What to do: Sift through the material below and return the lines with "meet".

Supplied material:
=======

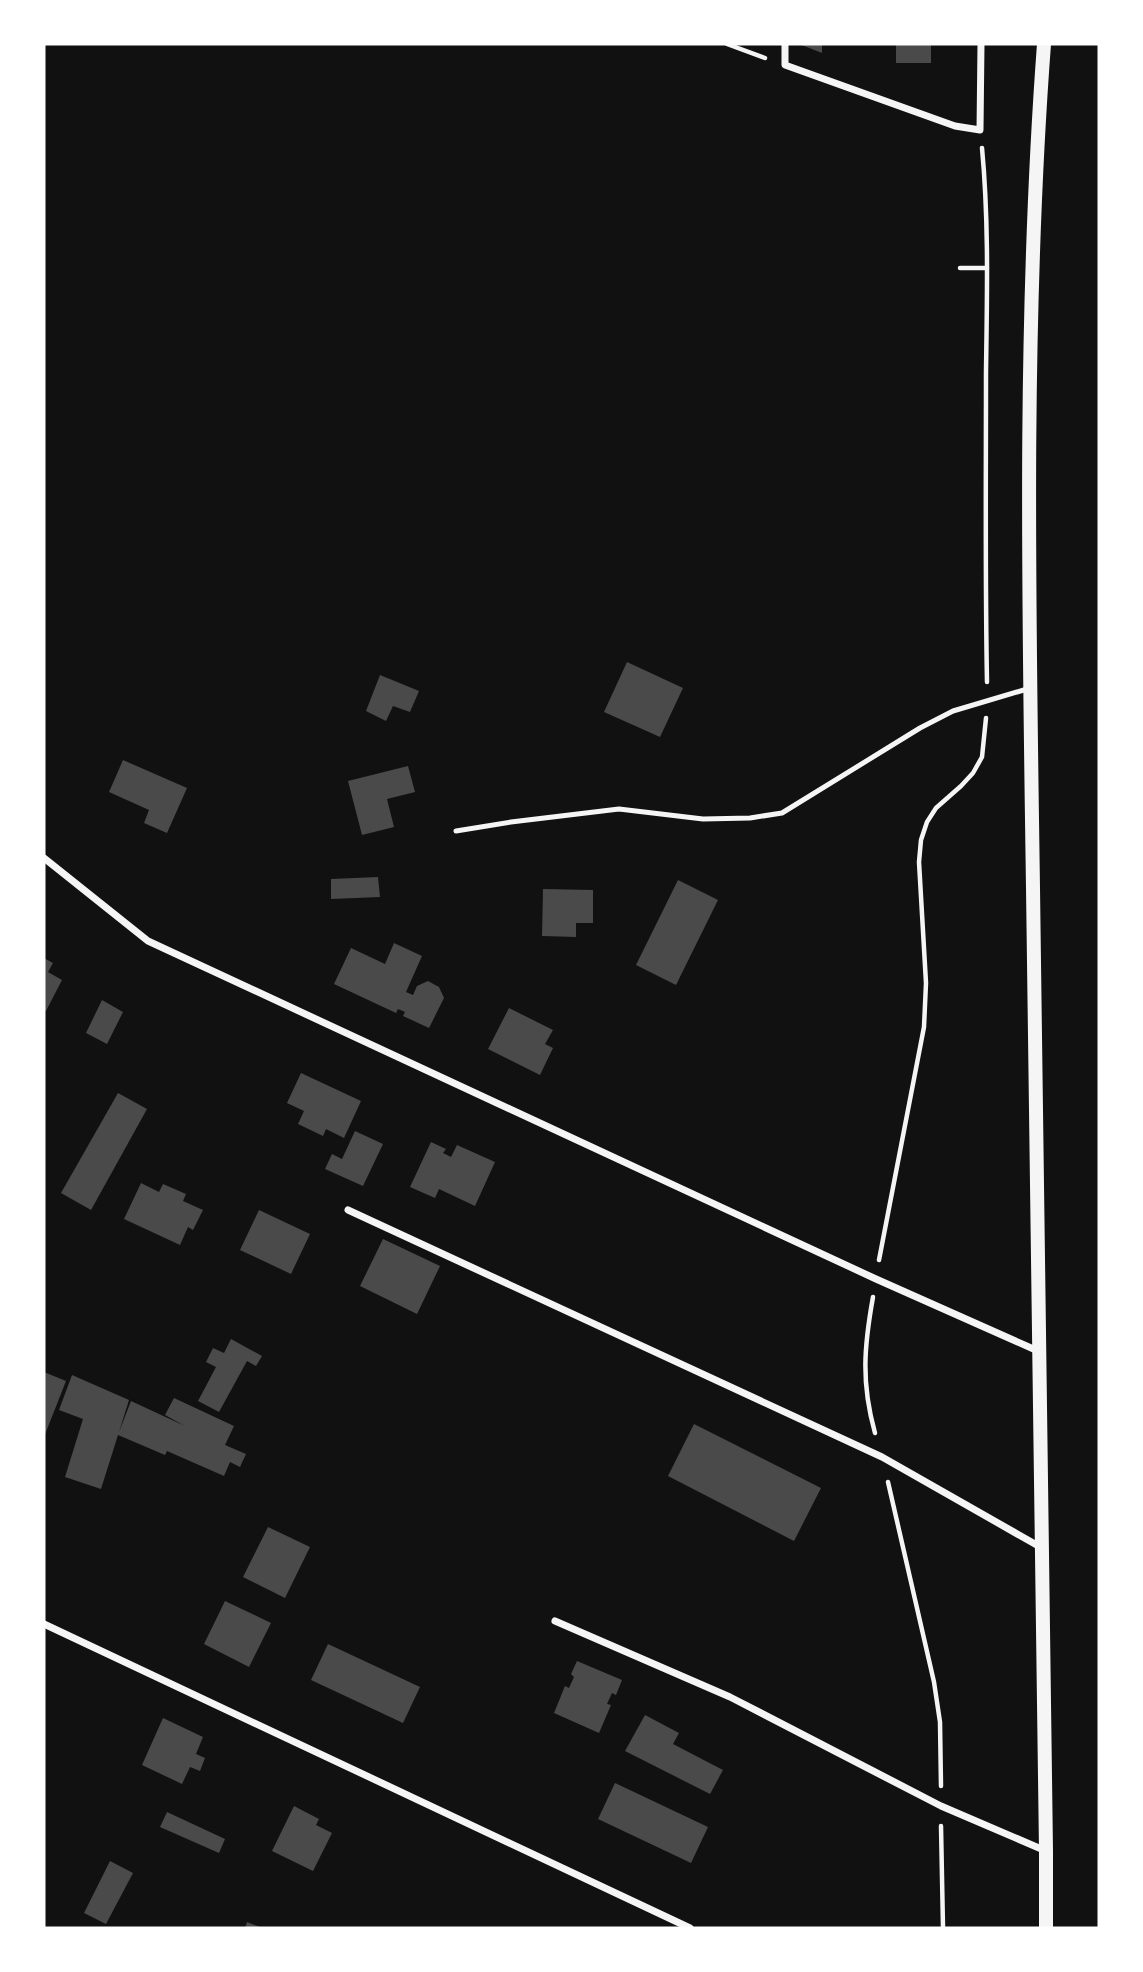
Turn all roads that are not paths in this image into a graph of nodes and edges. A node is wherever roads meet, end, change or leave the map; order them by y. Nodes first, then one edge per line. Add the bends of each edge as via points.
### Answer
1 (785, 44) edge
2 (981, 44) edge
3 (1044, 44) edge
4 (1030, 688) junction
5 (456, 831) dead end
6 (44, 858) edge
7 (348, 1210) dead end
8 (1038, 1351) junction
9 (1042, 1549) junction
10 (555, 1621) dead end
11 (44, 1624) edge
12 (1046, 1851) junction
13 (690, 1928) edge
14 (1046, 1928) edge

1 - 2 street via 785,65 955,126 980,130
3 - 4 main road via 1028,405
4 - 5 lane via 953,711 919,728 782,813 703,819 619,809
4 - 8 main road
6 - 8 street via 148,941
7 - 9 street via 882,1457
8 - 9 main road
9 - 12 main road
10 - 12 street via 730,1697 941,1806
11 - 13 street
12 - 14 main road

=======

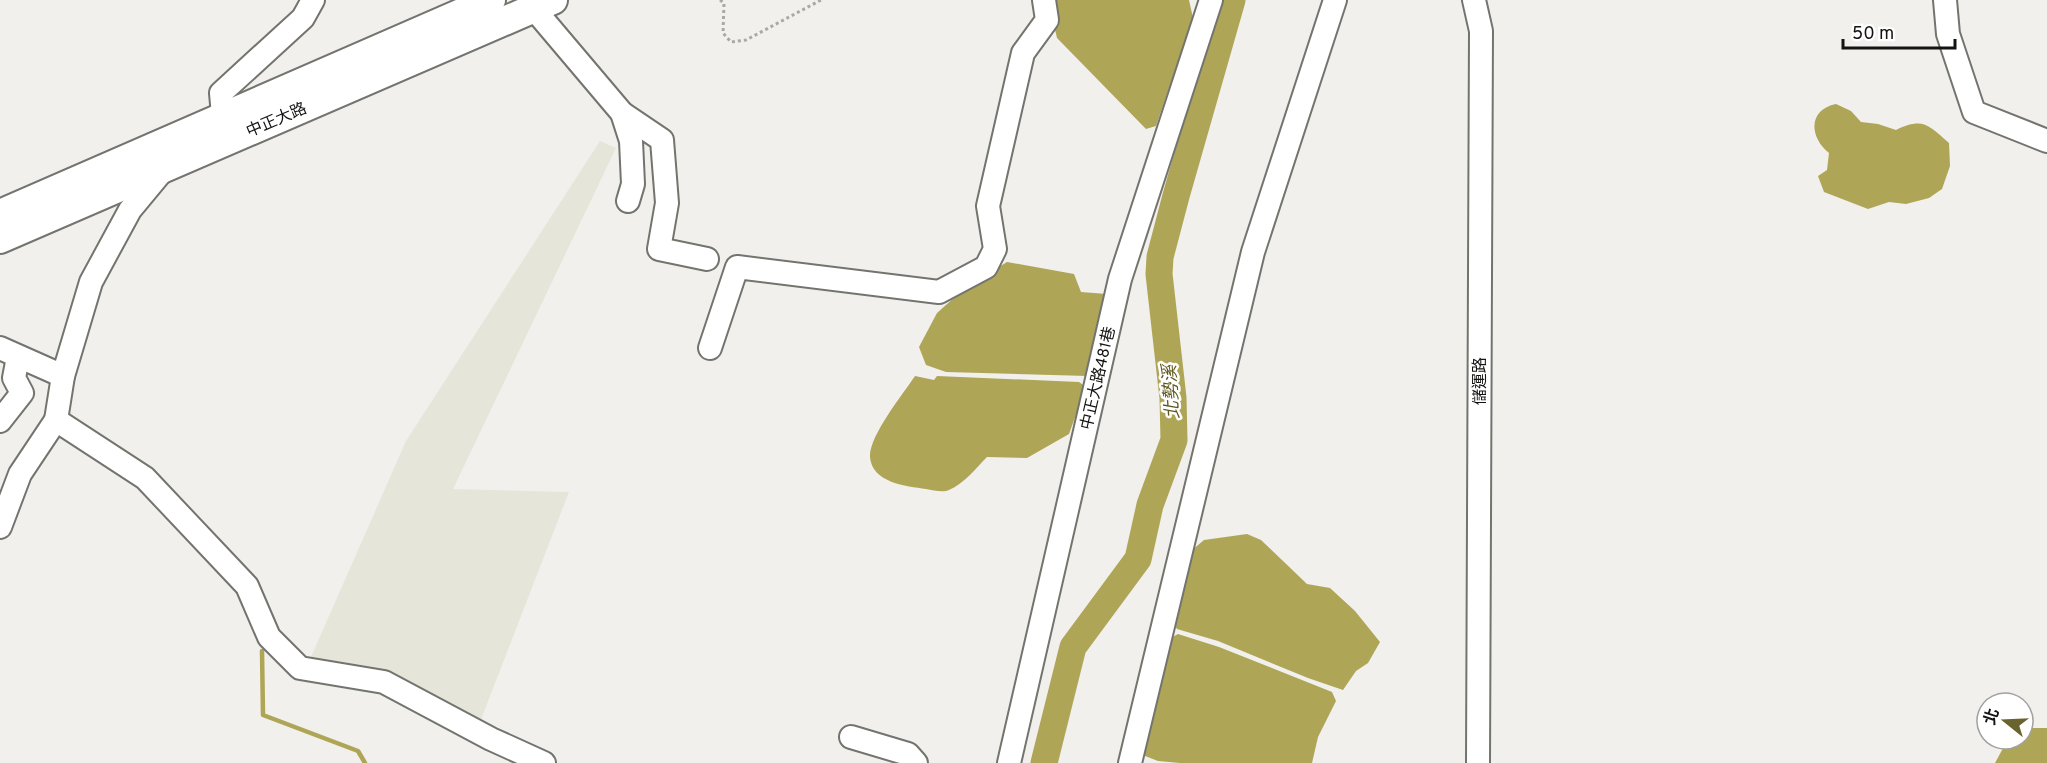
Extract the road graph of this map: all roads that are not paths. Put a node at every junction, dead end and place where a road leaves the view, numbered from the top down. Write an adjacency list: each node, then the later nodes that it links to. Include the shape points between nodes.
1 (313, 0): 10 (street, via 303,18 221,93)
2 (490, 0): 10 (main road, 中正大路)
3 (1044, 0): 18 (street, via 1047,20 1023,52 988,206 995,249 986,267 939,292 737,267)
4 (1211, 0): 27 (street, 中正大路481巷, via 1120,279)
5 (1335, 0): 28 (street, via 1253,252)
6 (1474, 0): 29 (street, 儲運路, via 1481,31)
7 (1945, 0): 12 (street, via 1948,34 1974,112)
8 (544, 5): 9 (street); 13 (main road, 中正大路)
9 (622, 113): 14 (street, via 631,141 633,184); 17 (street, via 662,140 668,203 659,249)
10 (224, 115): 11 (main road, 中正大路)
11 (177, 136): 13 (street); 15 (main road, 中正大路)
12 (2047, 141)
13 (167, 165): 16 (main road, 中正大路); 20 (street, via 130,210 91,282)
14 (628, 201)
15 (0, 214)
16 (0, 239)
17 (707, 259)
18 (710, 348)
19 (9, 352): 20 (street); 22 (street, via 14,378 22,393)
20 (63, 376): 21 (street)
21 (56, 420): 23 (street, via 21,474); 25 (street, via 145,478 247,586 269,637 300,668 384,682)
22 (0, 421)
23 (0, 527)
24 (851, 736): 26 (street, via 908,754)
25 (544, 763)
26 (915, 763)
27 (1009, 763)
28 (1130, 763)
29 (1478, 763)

=======

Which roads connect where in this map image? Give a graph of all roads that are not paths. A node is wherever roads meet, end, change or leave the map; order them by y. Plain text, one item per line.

=======

Output:
Turn all roads that are not paths in this image into a graph of nodes and edges. A node is wherever roads meet, end, change or leave the map; order them by y. Nodes first, then one edge per line. Add the bends of each edge as via points.
Which roads connect where in this map image? Give a graph of all roads that are not paths. A node is wherever roads meet, end, change or leave the map; order them by y. Plain text, one item per line.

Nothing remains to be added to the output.